FFTXlib (ompss)

Version's name: FFTXlib (ompss) ; a version of the FFTXlib program.
Repository: [home] and version downloads: [.zip] [.tar.gz] [.tar.bz2] [.tar]
Patterns and behaviours: Implemented best practices: Coarse grain (comp + comm) taskyfication with dependencies ·

This version of FFTXlib parallelized with the OmpSs programming model targets the low computation scalability. The objective is to soften the resource contention by replacing the second MPI layer (the FFT task groups).

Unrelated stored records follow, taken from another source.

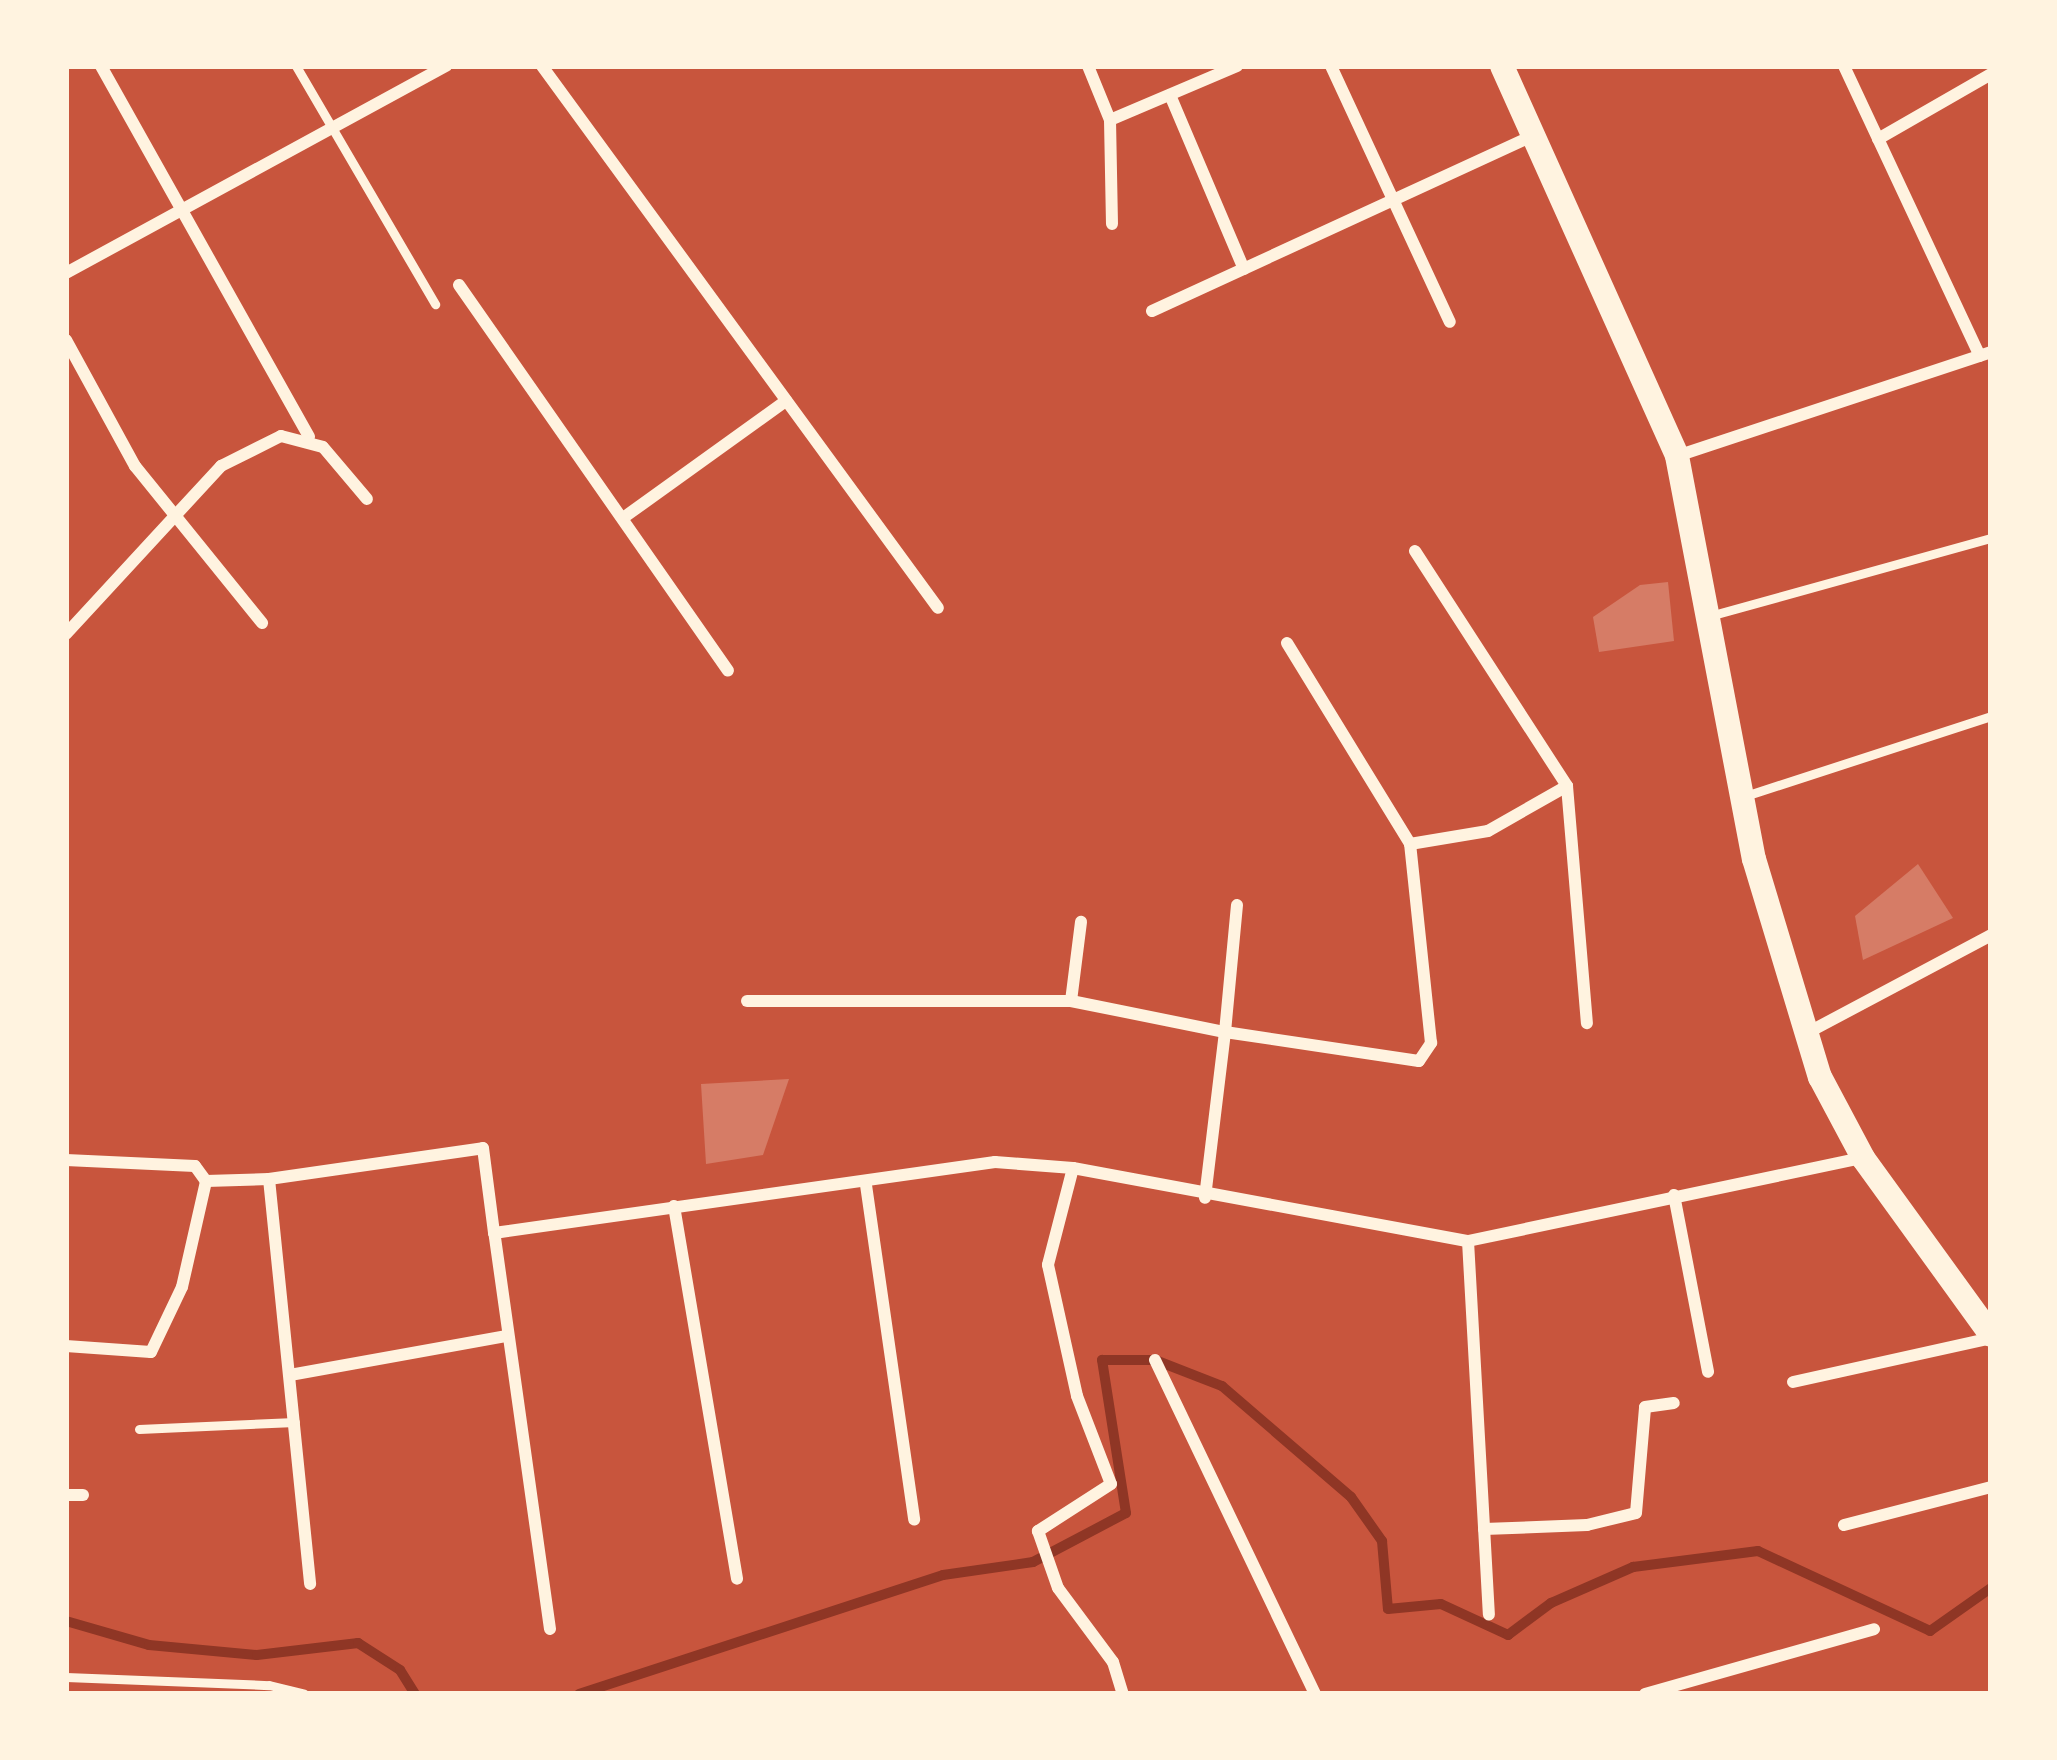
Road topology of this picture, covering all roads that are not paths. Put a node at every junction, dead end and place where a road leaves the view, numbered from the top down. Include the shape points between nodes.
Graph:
1 (101, 66) edge
2 (296, 66) edge
3 (446, 66) edge
4 (542, 66) edge
5 (1088, 66) edge
6 (1237, 66) edge
7 (1331, 66) edge
8 (1502, 66) edge
9 (1844, 66) edge
10 (1991, 74) edge
11 (1170, 95) junction
12 (1110, 121) junction
13 (331, 125) junction
14 (1533, 135) junction
15 (1878, 140) junction
16 (1393, 200) junction
17 (181, 209) junction
18 (1112, 224) dead end
19 (1244, 269) junction
20 (66, 273) edge
21 (459, 285) dead end
22 (435, 304) dead end
23 (1152, 311) dead end
24 (1450, 322) dead end
25 (66, 340) edge
26 (1985, 354) edge
27 (786, 401) junction
28 (309, 437) junction
29 (1677, 455) junction
30 (367, 499) dead end
31 (175, 515) junction
32 (623, 518) junction
33 (1991, 538) edge
34 (1415, 551) dead end
35 (938, 608) dead end
36 (1708, 617) junction
37 (262, 623) dead end
38 (66, 634) edge
39 (1287, 643) dead end
40 (728, 670) dead end
41 (1991, 716) edge
42 (1567, 786) junction
43 (1742, 797) junction
44 (1410, 844) junction
45 (1237, 905) dead end
46 (1081, 922) dead end
47 (1991, 935) edge
48 (747, 1001) dead end
49 (1071, 1001) junction
50 (1587, 1023) dead end
51 (1225, 1032) junction
52 (1807, 1033) junction
53 (1863, 1157) junction
54 (66, 1160) edge
55 (1072, 1168) junction
56 (269, 1179) junction
57 (206, 1181) junction
58 (866, 1185) junction
59 (1674, 1195) junction
60 (1205, 1198) junction
61 (674, 1206) junction
62 (494, 1233) junction
63 (1468, 1241) junction
64 (506, 1336) junction
65 (1991, 1336) edge
66 (66, 1346) edge
67 (1155, 1360) dead end
68 (1708, 1372) dead end
69 (290, 1375) junction
70 (1793, 1382) dead end
71 (1674, 1403) dead end
72 (295, 1423) junction
73 (139, 1430) dead end
74 (1991, 1487) edge
75 (66, 1495) edge
76 (83, 1496) dead end
77 (914, 1520) dead end
78 (1844, 1525) dead end
79 (1484, 1529) junction
80 (736, 1579) dead end
81 (310, 1584) dead end
82 (1489, 1614) dead end
83 (1874, 1628) dead end
84 (550, 1629) dead end
85 (66, 1677) edge
86 (304, 1694) edge
87 (1123, 1694) edge
88 (1315, 1694) edge
89 (1645, 1694) edge

1 - 17 street
2 - 13 lane
3 - 13 street
4 - 27 street
5 - 12 street
6 - 11 street
7 - 16 street
8 - 14 main road
9 - 15 street
10 - 15 street
11 - 12 street
11 - 19 street
12 - 18 street
13 - 17 street
13 - 22 lane
14 - 16 street
14 - 29 main road
15 - 26 street
16 - 19 street
16 - 24 street
17 - 20 street
17 - 28 street
19 - 23 street
21 - 32 street
25 - 31 street via 135,466
26 - 29 street
27 - 32 street
27 - 35 street
28 - 30 street
28 - 31 street via 280,436 221,466
29 - 36 main road
31 - 37 street
31 - 38 street
32 - 40 street
33 - 36 lane
34 - 42 street
36 - 43 main road
39 - 44 street
41 - 43 lane
42 - 44 street via 1488,831
42 - 50 street
43 - 52 main road
44 - 51 street via 1430,1056 1420,1061
45 - 51 street
46 - 49 street
47 - 52 street
48 - 49 street
49 - 51 street
51 - 60 street
52 - 53 main road
53 - 59 street
53 - 65 main road
54 - 57 street via 195,1166
55 - 58 street via 972,1164 904,1170
55 - 60 street
55 - 87 street via 1048,1265 1077,1396 1111,1484 1038,1531 1058,1588 1113,1662
56 - 57 street
56 - 62 street via 483,1148
56 - 69 street
57 - 66 street via 182,1287 151,1352
58 - 61 street
58 - 77 street
59 - 63 street
59 - 68 street
60 - 63 street
61 - 62 street
61 - 80 street
62 - 64 street
63 - 79 street
64 - 69 street
64 - 84 street
65 - 70 street
67 - 88 street
69 - 72 street
71 - 79 street via 1645,1407 1636,1513 1587,1526
72 - 73 lane
72 - 81 street
74 - 78 street
75 - 76 street
79 - 82 street
83 - 89 street
85 - 86 lane via 269,1685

Instead of applying parallelism to each loop in each step, as in the original version, the approach converts each loop iteration, i.e. each FFT, into a single task. Since there are no dependencies between the loop iterations each task can be scheduled without any further constraints.

    DO I = 1, NB, NTG
        !$omp task default(shared) firstprivate(ipsi) &
        !$omp & private(aux, time, i, j) inout(psis) &
        !$omp & reduction(+:ncount, my_time)
        CALL pack NTG bands
        CALL multi-band FW-FFT along Z
        CALL multi-band Scatter
        CALL multi-band FW-FFT along XY
        CALL VOFR
        CALL multi-band BW-FFT along XY
        CALL multi-band Scatter
        CALL multi-band BW-FFT along Z
        CALL unpack NTG bands
        !$omp end task
    END DO
    !$omp taskwait

The individual tasks are used to de-synchronize the computation phases. In the original version, all processes execute the computation phases more or less at the same time since they are statically parallelized and synchronized with the MPI collective calls. By using tasks that are scheduled dynamically by the runtime the compute phases are executed based on dependencies and resource availability. Therefore, the execution of the compute phases is de-synchronized, i.e. at any time only a subset of processes executes the main phase with high compute intensity while others execute the phases with lower compute intensity. As a result, the increasing resource contention that leads to the decrease in IPC when scaling to the full node can be partly absorbed.